Verschieben statt sparen

TRIER. Die Entscheidung des Mainzer Bildungsministeriums, den Berufsschulstandort Trier bei der Ausbildung zur Umwelttechnischen Fachkraft aufzugeben, sorgt weiter für Wirbel. Vor allem die Schüler möchten sich nicht damit abfinden, künftig ab zweitem Lehrjahr in Neuwied unterrichtet zu werden.

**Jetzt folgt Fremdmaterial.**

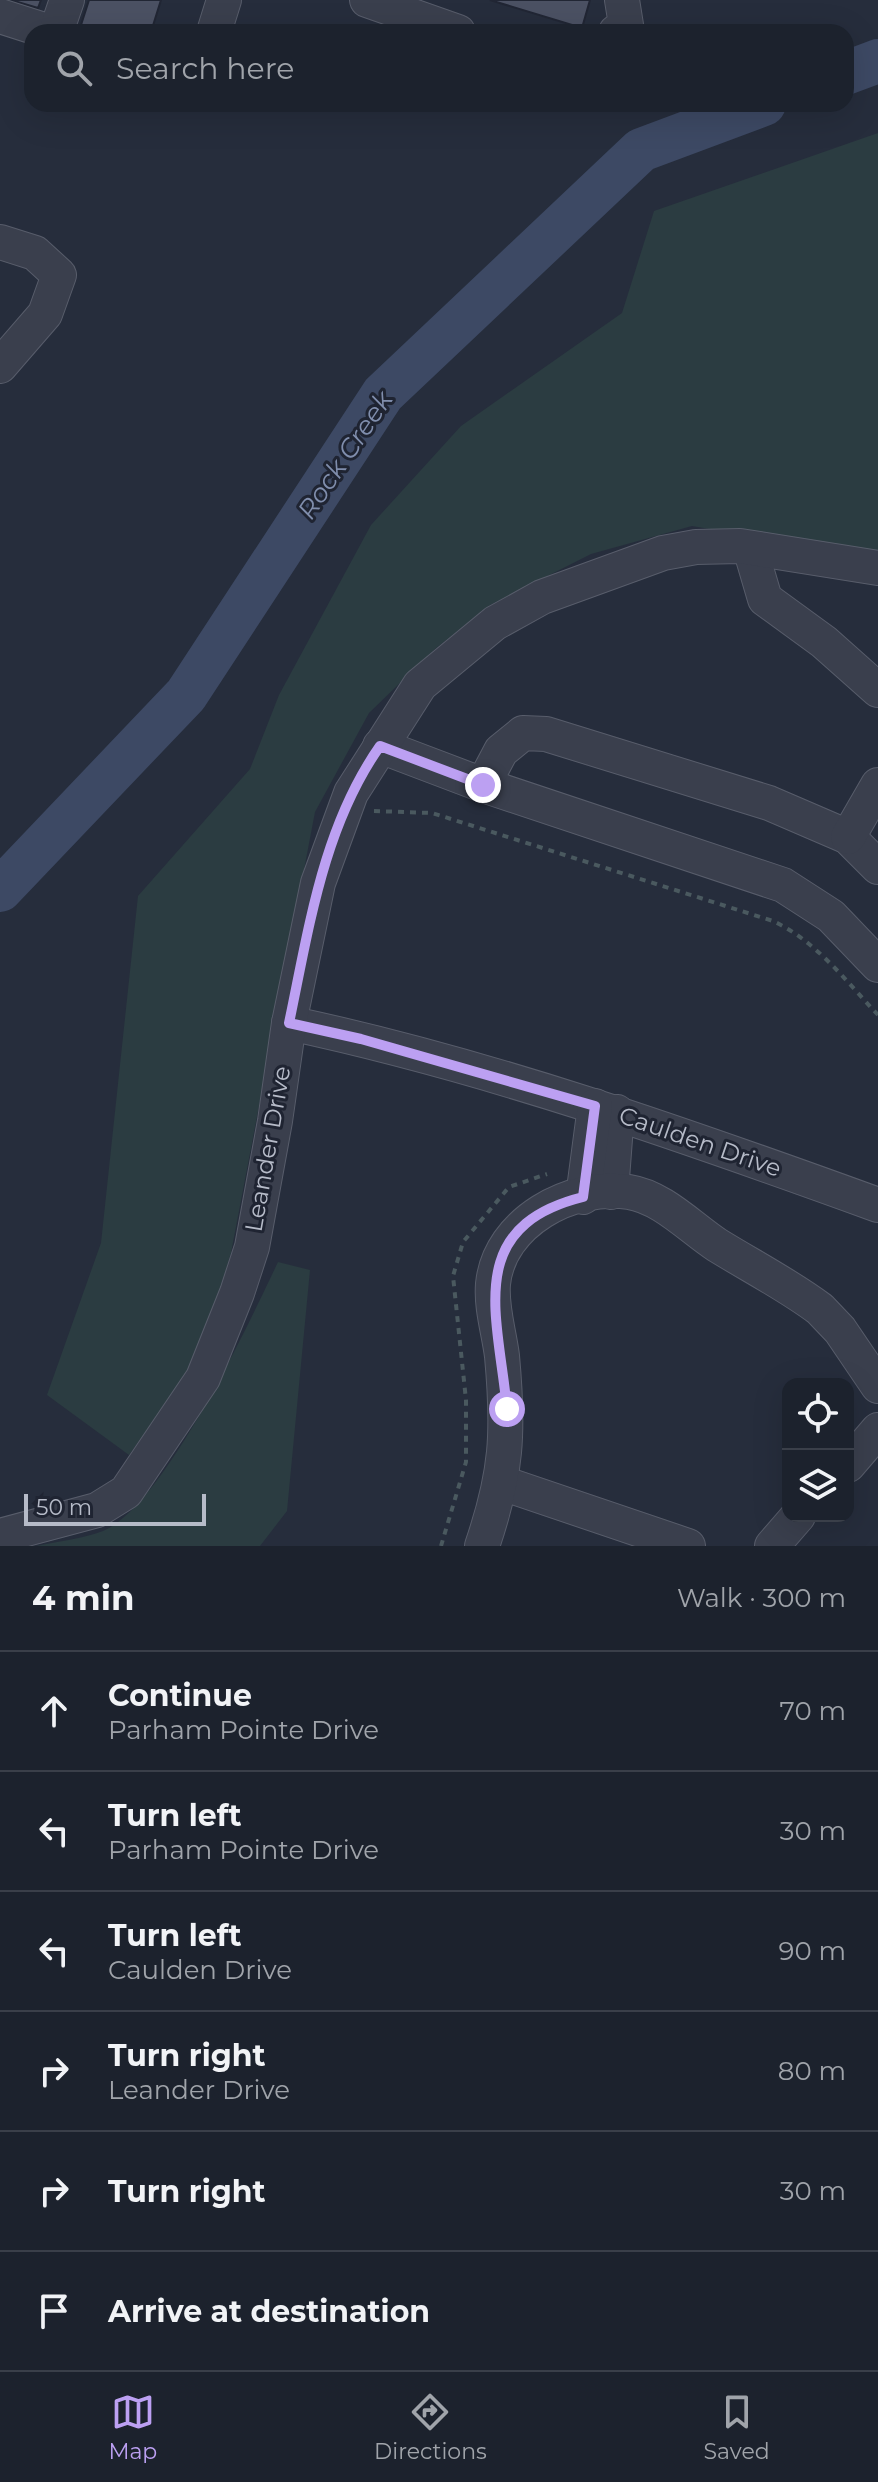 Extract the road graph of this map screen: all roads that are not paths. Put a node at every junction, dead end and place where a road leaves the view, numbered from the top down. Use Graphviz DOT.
graph roads {
  1 [pos="67,0"];
  2 [pos="224,0"];
  3 [pos="367,0"];
  4 [pos="622,0"];
  5 [pos="0,16"];
  6 [pos="25,24"];
  7 [pos="59,24"];
  8 [pos="216,24"];
  9 [pos="435,24"];
  10 [pos="626,24"];
  11 [pos="0,242"];
  12 [pos="0,366"];
  13 [pos="750,548"];
  14 [pos="878,568"];
  15 [pos="878,690"];
  16 [pos="380,746"];
  17 [pos="483,785"];
  18 [pos="878,785"];
  19 [pos="848,837"];
  20 [pos="878,867"];
  21 [pos="878,965"];
  22 [pos="289,1023"];
  23 [pos="606,1109"];
  24 [pos="597,1195"];
  25 [pos="878,1205"];
  26 [pos="878,1386"];
  27 [pos="878,1430"];
  28 [pos="854,1458"];
  29 [pos="502,1483"];
  30 [pos="793,1522"];
  31 [pos="0,1536"];
  32 [pos="482,1546"];
  33 [pos="688,1546"];
  34 [pos="772,1546"];
  1 -- 7 [label="street"];
  2 -- 8 [label="street"];
  3 -- 9 [label="street"];
  4 -- 10 [label="street"];
  5 -- 6 [label="street"];
  11 -- 12 [label="street"];
  13 -- 14 [label="street, Leander Drive"];
  13 -- 15 [label="street"];
  13 -- 16 [label="street, Leander Drive"];
  16 -- 17 [label="street"];
  16 -- 22 [label="street, Leander Drive"];
  17 -- 19 [label="street"];
  17 -- 21 [label="street"];
  18 -- 19 [label="street"];
  19 -- 20 [label="street"];
  22 -- 23 [label="street, Caulden Drive"];
  22 -- 31 [label="street, Leander Drive"];
  23 -- 24 [label="street"];
  23 -- 25 [label="street, Caulden Drive"];
  24 -- 26 [label="street"];
  24 -- 29 [label="street"];
  27 -- 28 [label="street"];
  29 -- 32 [label="street"];
  29 -- 33 [label="street"];
  30 -- 34 [label="street"];
}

Einiges spricht dafür, dass Sebastian Frickes Schulweg schon bald in eine Odyssee ausarten wird. "Bis nach Neuwied bin ich gut viereinhalb Stunden unterwegs", berichtet der angehende Abwassertechniker aus Fließem in der Eifel. Per Bahn wird der 16-Jährige künftig über Gerolstein und Köln zu seiner Berufsschule fahren müssen; eine automobile Mitfahrgelegenheit dürfte sich auf dieser Strecke schwerlich finden lassen. Einmal die Woche hin und retour - bleibt das Mainzer Bildungsministerium bei seiner Entscheidung, führt für Sebastian Fricke kein Weg an dieser Tortur vorbei. Ab Sommer sollen die Auszubildenden umwelttechnischer Berufe nach dem ersten Lehrjahr nicht mehr in Trier unterrichtet werden. Während die angehenden Fachkräfte für Rohr- und Kanalanlagen sowie Abfalltechnik schon jetzt im Blockunterricht in Gelsenkirchen und Bayern unterrichtet werden, bedeutet die neuerliche Entscheidung ein wirklich gravierender Einschnitt: Für regelmäßig zwischen acht und zehn Schüler bringt die Verlegung nach Neuwied erhebliche Belastungen mit sich. Denn Sebastian Fricke und seine Klassenkameraden müssen nun, neben erheblichen Fahrtkosten, auch Übernachtungen einplanen. Umschüler Oliver Christian befürchtet Schlimmes: "Das kann das Ende der UT-Berufe in der Region bedeuten." Und Tobias Dietz will schon gehört haben, dass sein Arbeitgeber nicht mehr ausbilden wird, sollten die Schüler tatsächlich nach Neuwied müssen. Auch Klaus Holbach, Leiter der Berufsbildenden Schule für Gewerbe und Technik in Trier (BBS GuT), kann die "Ad-hoc-Entscheidung" des Ministeriums nicht verstehen.Erhebliche Mehrbelastungen für die Schüler

Zwar habe man grundsätzlich Verständnis dafür, dass aufgrund immer geringer werdender Auszubildendenzahlen in vielen Berufen einige Berufsschulstandorte aufgegeben werden müssten. Doch im Fall der UT-Berufe in Trier spreche eigentlich alles gegen die Entscheidung aus Mainz. So würden nicht etwa Kosten in größerem Umfang gespart, sondern allenfalls verschoben. Tatsächlich fallen durch die Neuregelung bei der BBS GuT nur drei Schulstunden wöchentlich weg, da Grundstufe und Fachstufe I bislang in einer Sammelklasse unterrichtet werden. Die eingesparten Stunden bringen dem Land rund 7500 Euro im Jahr. Wenn die derzeit neun Schüler jedoch an 60 Tagen nach Neuwied fahren müssen, wird das Land pro Tag und Auszubildenden 6,50 Euro an Beihilfe für die auswärtige Unterbringung zahlen. Unterm Strich bleiben so dem Land lediglich knapp 4000 Euro Ersparnis. Derweil müssen die Schüler sich überlegen, wie sie die erheblichen Mehrbelastungen aufbringen sollen. Mit 6,50 Euro lässt sich schlechterdings eine Unterkunft finanzieren und für die höheren Fahrtkosten ist erst gar kein Ausgleich vorgesehen. "Hier wurde nicht gespart, sondern Kosten wurden auf uns verschoben", ärgert sich André Schwind, Auszubildender bei den Stadtwerken Wittlich. Die Schüler haben Bürgermeister und Landräte kontaktiert, und auch der Präsident der Aufsichts- und Dienstleistungsdirektion (ADD), Josef-Peter Mertes wurde um Hilfe gebeten. Doch erst kürzlich hat Bildungsministerin Doris Ahnen (SPD) ihre Entscheidung bekräftigt. Bei Oliver Christian und seinen Kollegen hält sich die Begeisterung denn auch in Grenzen: "Die Stimmung ist schon ziemlich gedrückt." Verärgert sind die Schüler vor allem darüber, dass sie vor Beginn ihrer Ausbildung nicht informiert wurden, welcher Schulweg und welche zusätzliche Belastungen ihnen einmal bevorstehen könnten. "Wir wurden einfach vor vollendete Tatsachen gestellt", sagen sie unisono.